The Attorney General’s other role is to be the prosecutor on behalf of the state. This means that the prosecutor must, without bias, prosecute anyone guiding only by the law. However, prosecuting for political purposes has now become an accepted pattern. The prosecution of journalist, J.S. Tissainayagam, was clearly a political persecution rather than a legitimate prosecution. Several prosecutions launched against Sri Lanka’s Army Commander Sarath Fonseka also belonged in that same category. Meanwhile, political bias is shown in the non-prosecution of cases which under normal circumstances, should have been prosecuted if the Attorney General’s Department acted only on the basis of the law. The list of such non-prosecutions is long and has been exhaustively recorded in the public domain.

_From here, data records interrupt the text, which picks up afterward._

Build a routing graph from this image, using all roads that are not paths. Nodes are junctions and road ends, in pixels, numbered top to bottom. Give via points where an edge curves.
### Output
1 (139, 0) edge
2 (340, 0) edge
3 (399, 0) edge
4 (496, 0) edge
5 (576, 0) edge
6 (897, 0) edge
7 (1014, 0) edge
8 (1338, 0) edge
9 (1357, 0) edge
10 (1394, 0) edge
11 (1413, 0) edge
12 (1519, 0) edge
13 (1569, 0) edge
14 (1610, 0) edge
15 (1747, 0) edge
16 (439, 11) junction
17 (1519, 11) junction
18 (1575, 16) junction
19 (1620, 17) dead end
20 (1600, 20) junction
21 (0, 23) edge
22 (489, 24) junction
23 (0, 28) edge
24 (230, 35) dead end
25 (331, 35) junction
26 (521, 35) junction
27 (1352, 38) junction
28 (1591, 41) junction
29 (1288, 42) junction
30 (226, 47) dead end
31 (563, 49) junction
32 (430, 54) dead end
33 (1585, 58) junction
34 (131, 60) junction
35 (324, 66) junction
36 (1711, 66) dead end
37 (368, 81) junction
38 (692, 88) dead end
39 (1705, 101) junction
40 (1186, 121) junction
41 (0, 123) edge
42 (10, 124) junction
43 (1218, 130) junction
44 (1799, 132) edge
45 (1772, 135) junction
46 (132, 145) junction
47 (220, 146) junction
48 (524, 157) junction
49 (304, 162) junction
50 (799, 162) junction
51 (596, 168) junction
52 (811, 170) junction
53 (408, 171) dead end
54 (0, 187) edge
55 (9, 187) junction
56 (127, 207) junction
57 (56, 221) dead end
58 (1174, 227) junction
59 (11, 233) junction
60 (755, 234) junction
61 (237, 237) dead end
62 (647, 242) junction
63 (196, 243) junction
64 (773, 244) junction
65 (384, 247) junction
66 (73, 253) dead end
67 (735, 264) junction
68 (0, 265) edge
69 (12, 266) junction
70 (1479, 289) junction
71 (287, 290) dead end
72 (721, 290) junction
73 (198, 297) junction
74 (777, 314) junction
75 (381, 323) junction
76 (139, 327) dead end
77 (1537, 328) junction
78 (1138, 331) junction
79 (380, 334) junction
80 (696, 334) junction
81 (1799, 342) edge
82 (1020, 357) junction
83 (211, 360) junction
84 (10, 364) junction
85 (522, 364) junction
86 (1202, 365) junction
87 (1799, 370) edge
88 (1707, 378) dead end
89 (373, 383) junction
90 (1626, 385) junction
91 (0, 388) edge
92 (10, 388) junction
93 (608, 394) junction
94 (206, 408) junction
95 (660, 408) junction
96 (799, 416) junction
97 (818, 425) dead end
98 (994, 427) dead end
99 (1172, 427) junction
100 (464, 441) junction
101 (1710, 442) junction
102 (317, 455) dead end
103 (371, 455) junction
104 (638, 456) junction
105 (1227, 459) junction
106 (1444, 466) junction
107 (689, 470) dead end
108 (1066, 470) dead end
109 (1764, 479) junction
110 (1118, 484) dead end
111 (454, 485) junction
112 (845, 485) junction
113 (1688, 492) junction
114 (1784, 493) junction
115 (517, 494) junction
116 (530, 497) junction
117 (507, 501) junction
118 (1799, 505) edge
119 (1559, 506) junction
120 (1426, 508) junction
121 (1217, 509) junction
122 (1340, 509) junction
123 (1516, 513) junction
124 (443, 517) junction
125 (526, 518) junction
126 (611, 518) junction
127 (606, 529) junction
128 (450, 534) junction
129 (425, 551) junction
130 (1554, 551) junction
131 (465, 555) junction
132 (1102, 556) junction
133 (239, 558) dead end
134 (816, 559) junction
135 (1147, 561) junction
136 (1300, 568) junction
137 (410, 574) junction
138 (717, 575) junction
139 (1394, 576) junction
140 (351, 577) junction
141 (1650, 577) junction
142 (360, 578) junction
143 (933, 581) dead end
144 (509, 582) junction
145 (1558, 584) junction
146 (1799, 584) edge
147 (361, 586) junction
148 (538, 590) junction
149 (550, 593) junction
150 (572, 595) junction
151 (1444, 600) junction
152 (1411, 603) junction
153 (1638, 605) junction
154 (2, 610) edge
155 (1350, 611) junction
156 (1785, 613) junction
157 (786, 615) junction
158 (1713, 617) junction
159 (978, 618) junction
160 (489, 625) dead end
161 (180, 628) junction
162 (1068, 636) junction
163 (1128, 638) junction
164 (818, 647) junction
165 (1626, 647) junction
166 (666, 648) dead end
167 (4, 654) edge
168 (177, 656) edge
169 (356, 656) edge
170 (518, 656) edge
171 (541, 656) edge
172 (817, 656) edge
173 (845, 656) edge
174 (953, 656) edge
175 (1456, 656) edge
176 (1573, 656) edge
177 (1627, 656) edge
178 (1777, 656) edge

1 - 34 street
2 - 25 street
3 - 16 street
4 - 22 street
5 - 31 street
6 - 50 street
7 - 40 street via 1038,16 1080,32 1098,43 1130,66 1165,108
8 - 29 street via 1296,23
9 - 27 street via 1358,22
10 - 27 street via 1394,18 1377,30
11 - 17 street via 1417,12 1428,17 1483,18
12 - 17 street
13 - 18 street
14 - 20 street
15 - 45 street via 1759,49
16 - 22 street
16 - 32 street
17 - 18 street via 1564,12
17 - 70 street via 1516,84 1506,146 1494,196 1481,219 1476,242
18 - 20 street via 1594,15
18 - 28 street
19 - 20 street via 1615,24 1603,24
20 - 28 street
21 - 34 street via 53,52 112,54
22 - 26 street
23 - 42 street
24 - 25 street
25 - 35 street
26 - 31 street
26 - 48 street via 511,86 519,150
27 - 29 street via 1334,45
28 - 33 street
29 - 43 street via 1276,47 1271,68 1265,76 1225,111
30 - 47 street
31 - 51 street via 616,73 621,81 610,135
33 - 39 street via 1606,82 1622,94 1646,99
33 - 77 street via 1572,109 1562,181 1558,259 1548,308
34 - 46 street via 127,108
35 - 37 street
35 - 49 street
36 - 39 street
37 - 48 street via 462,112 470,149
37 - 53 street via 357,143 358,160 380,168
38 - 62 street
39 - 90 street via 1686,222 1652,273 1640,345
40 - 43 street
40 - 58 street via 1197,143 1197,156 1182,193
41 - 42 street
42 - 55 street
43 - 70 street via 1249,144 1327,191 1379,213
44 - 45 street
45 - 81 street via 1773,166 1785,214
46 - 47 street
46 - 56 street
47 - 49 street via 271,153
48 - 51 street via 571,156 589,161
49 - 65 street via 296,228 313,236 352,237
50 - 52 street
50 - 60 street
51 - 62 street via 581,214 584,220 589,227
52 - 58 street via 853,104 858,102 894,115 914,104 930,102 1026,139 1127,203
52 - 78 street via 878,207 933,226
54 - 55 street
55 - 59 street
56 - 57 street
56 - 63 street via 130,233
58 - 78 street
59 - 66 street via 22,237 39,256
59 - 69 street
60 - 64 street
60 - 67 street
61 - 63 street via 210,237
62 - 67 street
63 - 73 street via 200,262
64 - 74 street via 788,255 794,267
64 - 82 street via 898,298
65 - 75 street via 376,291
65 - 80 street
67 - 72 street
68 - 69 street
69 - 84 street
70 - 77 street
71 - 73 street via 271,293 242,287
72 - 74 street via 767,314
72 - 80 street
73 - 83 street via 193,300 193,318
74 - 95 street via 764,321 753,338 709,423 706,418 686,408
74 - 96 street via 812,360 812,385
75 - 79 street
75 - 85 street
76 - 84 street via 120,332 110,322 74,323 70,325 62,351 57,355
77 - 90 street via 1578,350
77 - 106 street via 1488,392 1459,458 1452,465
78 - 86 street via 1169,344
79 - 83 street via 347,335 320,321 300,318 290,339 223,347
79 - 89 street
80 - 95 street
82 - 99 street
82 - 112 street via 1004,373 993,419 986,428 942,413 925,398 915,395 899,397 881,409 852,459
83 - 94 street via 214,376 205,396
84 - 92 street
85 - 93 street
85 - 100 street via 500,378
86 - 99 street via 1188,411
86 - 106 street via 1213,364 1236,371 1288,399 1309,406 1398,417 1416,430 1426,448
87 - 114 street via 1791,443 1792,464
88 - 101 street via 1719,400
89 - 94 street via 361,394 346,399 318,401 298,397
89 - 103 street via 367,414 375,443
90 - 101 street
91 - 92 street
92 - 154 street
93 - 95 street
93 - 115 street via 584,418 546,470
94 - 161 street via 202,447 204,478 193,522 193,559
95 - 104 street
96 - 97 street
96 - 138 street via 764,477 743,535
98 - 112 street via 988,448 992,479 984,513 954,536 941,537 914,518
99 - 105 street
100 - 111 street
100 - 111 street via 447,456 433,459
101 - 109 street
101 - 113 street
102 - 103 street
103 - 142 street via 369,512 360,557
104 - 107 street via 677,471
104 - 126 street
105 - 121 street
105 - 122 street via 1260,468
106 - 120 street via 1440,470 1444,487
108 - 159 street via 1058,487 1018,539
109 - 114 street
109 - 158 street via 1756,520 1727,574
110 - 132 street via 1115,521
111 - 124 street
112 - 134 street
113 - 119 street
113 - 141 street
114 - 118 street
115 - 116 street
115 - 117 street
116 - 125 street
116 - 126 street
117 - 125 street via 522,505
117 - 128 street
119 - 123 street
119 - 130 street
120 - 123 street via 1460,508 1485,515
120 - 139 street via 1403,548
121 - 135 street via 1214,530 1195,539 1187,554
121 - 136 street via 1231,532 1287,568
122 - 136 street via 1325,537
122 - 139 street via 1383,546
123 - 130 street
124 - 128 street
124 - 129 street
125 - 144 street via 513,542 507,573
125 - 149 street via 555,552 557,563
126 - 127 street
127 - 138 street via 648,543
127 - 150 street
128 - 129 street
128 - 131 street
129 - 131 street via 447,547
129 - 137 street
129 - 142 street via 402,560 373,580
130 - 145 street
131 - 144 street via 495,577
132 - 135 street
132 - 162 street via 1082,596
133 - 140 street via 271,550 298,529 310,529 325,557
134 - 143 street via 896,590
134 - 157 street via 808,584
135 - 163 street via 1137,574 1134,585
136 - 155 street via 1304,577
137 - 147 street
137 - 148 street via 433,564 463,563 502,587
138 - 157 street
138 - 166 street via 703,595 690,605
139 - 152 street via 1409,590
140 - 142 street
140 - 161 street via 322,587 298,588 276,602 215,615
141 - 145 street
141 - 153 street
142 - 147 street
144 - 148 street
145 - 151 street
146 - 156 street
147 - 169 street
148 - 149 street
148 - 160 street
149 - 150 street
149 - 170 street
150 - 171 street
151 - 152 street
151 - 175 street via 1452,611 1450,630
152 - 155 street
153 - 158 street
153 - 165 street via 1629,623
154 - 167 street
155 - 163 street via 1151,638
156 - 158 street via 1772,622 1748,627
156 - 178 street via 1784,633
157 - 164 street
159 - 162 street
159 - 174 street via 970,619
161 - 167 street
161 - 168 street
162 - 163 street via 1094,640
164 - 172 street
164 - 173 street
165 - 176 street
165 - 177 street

Moreover, a fundamental notion guiding all trials and inquiries is that all persons are equal before the law. This position is also enshrined in Article 14 (1) of the International Covenant on Civil and Political Rights. However, in recent times the Attorney General has enjoyed a position that is unequal to positions of lawyers appearing in cases, particularly when counsel representing the Attorney General is allowed to ‘give evidence from the Bar Table’. When applications such as fundamental rights cases are brought about by way of papers filed by Petitioners, officers from the Attorney General’s Department appear in court and make submissions orally without submitting any papers relating to the facts of the case. This is disturbing trend regarding the Attorney General’s role in the courts as evidenced anecdotally and which is of common knowledge to legal practitioners.
Usually the essence of such submissions is the denial of the positions of the Petitioners filed by way of their petitions. Thereafter, the petitions are often dismissed merely on the basis of the submissions of state counsel which amount, in fact, to giving evidence from the Bar Table. Some documents are shown by state counsel to the courts without filing them on record. The phrase, “only for the eyes of the court” is used. These documents are not shown even to the counsel appearing for the Petitioner. Such documents are taken as ‘evidence’ and decisions are made on that basis.
As one senior counsel reported in a recent discussion with me, he had appeared in a case where the petitioner had relied on the fact that she had received the highest marks in a job interview but, however, someone else was selected for the job. The counsel appearing for the Attorney General showed a document to the court without revealing the contents to the counsel for the petitioner and the case was dismissed. The counsel for the petitioner then asked for the document shown to the court which clearly indicated that the original content of the document had been altered. As the document was not shown to the counsel at the same time that it was shown to the Court, he was in no position to take any objection. Clearly the treatment of the lawyers for the Attorney General’s Department in any favourable position as compared to other counsel in allowing them to ‘give evidence from the Bar Table.’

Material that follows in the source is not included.